> _WHAT NEEDS TO BE DONE_
Restate the listing below word for word, pictures excluded.

> _ENTRIES SUPPLIED_
● ● ● ● ●
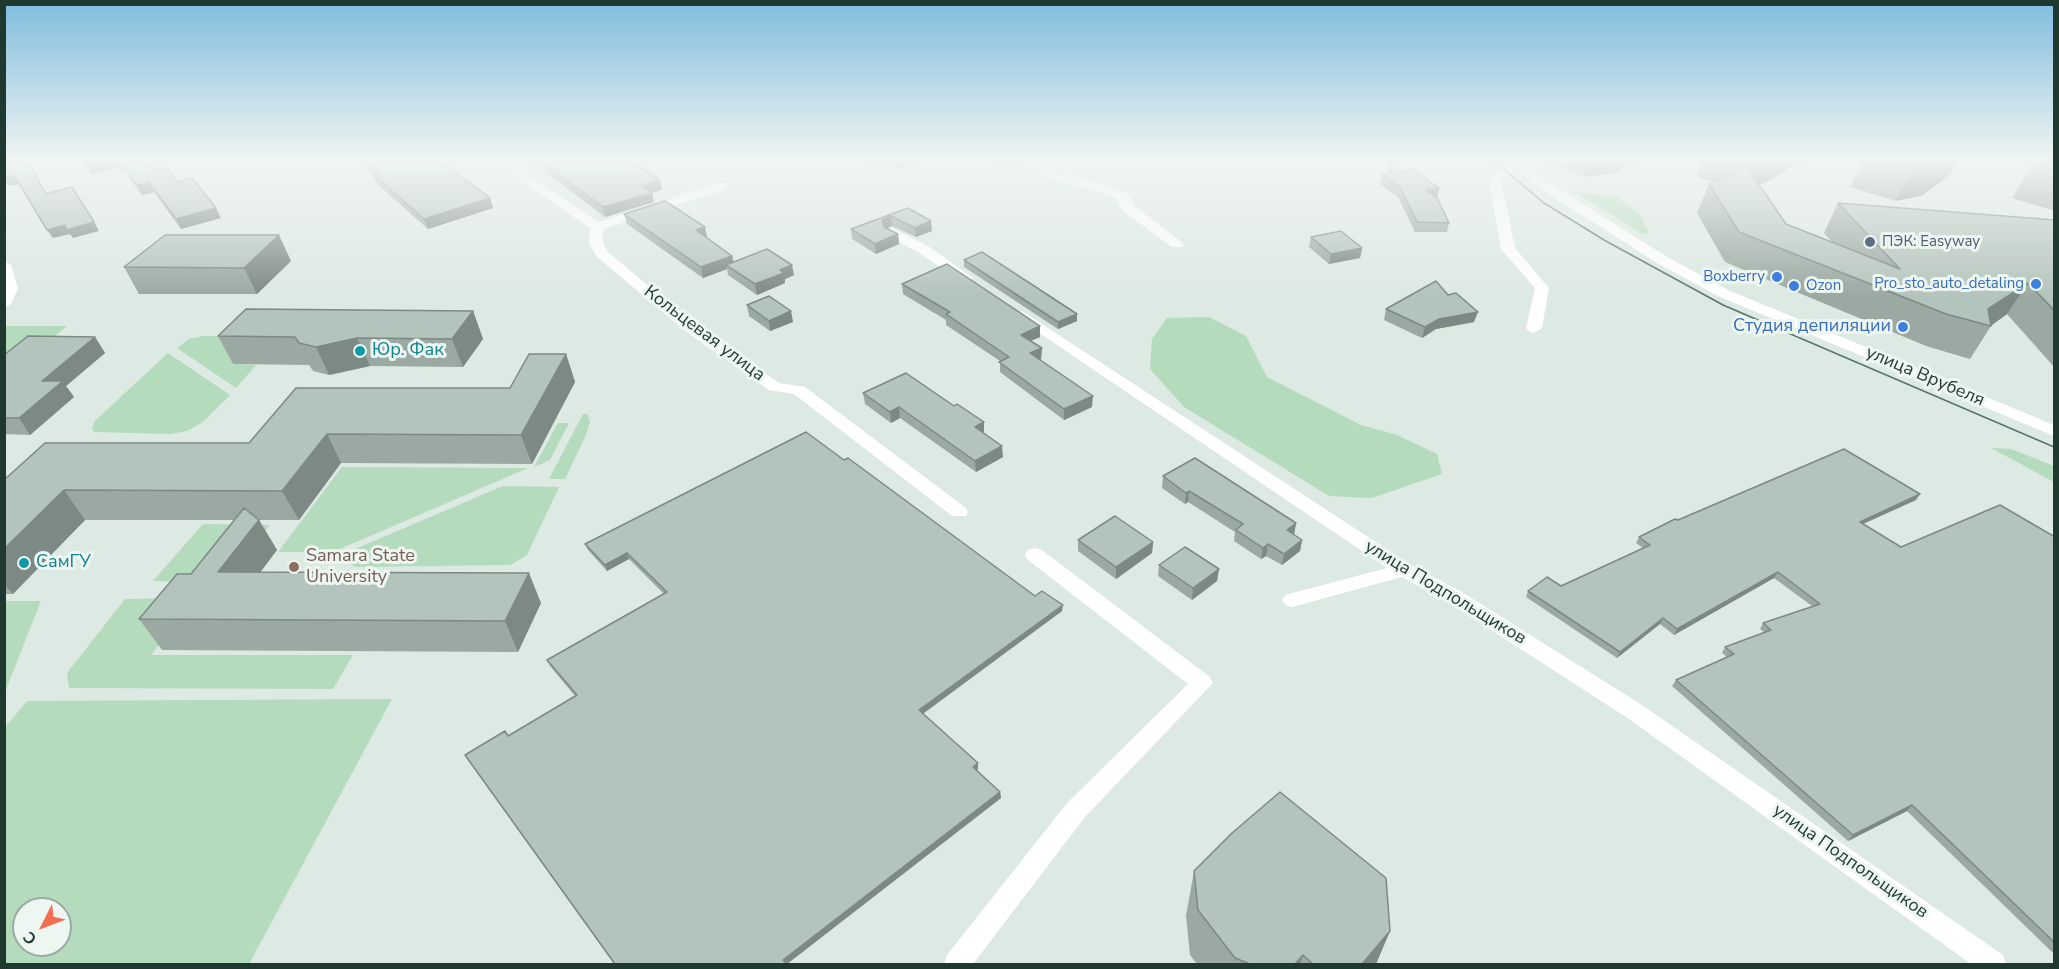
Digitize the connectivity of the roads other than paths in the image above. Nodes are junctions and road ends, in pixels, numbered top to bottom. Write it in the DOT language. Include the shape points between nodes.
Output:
graph roads {
  1 [pos="566,206"];
  2 [pos="661,206"];
  3 [pos="1127,206"];
  4 [pos="1500,206"];
  5 [pos="1576,206"];
  6 [pos="597,227"];
  7 [pos="891,232"];
  8 [pos="1177,244"];
  9 [pos="6,271"];
  10 [pos="982,288"];
  11 [pos="1002,302"];
  12 [pos="4,304"];
  13 [pos="1534,328"];
  14 [pos="2055,432"];
  15 [pos="959,512"];
  16 [pos="1035,555"];
  17 [pos="1404,570"];
  18 [pos="1292,600"];
  19 [pos="957,964"];
  20 [pos="1993,964"];
  1 -- 6 [label="street"];
  2 -- 6 [label="street"];
  3 -- 8 [label="street"];
  4 -- 13 [label="street" via="1508,249 1542,288"];
  5 -- 14 [label="street, улица Врубеля" via="1723,293"];
  6 -- 15 [label="street, Кольцевая улица" via="596,243 602,255 689,327 775,387 799,390"];
  7 -- 10 [label="street"];
  9 -- 12 [label="street" via="11,288"];
  11 -- 17 [label="street, улица Подпольщиков"];
  16 -- 19 [label="street" via="1202,683 1076,810"];
  17 -- 18 [label="street"];
  17 -- 20 [label="street, улица Подпольщиков" via="1453,596 1634,711"];
}
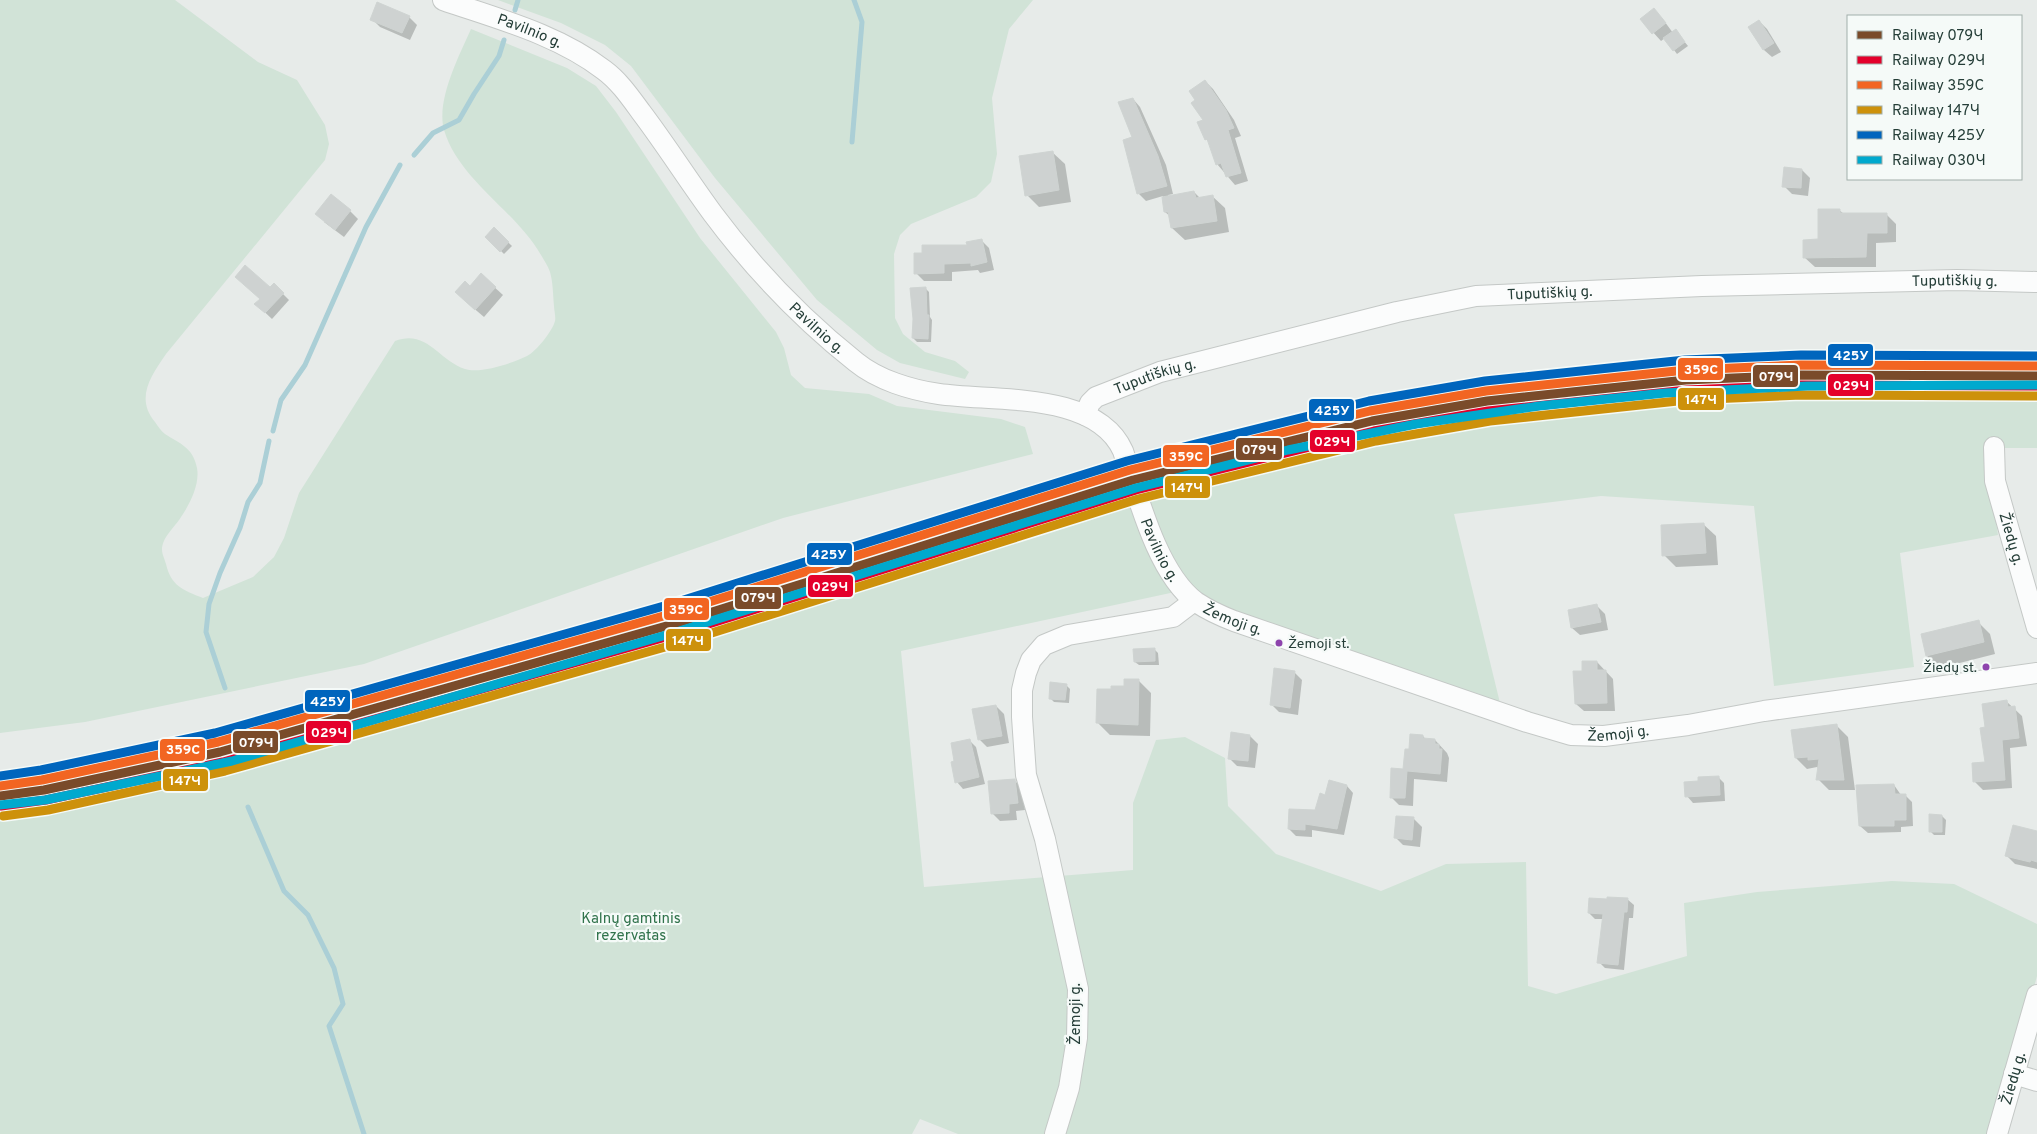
● ● ● ● ●
> _TASK ANSWER_
Digitize the connectivity of the roads other than paths in the image above. Nodes are junctions and road ends, in pixels, numbered top to bottom. Write it in the DOT language. Include the shape points between nodes.
Output:
graph roads {
  1 [pos="566,206"];
  2 [pos="661,206"];
  3 [pos="1127,206"];
  4 [pos="1500,206"];
  5 [pos="1576,206"];
  6 [pos="597,227"];
  7 [pos="891,232"];
  8 [pos="1177,244"];
  9 [pos="6,271"];
  10 [pos="982,288"];
  11 [pos="1002,302"];
  12 [pos="4,304"];
  13 [pos="1534,328"];
  14 [pos="2055,432"];
  15 [pos="959,512"];
  16 [pos="1035,555"];
  17 [pos="1404,570"];
  18 [pos="1292,600"];
  19 [pos="957,964"];
  20 [pos="1993,964"];
  1 -- 6 [label="street"];
  2 -- 6 [label="street"];
  3 -- 8 [label="street"];
  4 -- 13 [label="street" via="1508,249 1542,288"];
  5 -- 14 [label="street, улица Врубеля" via="1723,293"];
  6 -- 15 [label="street, Кольцевая улица" via="596,243 602,255 689,327 775,387 799,390"];
  7 -- 10 [label="street"];
  9 -- 12 [label="street" via="11,288"];
  11 -- 17 [label="street, улица Подпольщиков"];
  16 -- 19 [label="street" via="1202,683 1076,810"];
  17 -- 18 [label="street"];
  17 -- 20 [label="street, улица Подпольщиков" via="1453,596 1634,711"];
}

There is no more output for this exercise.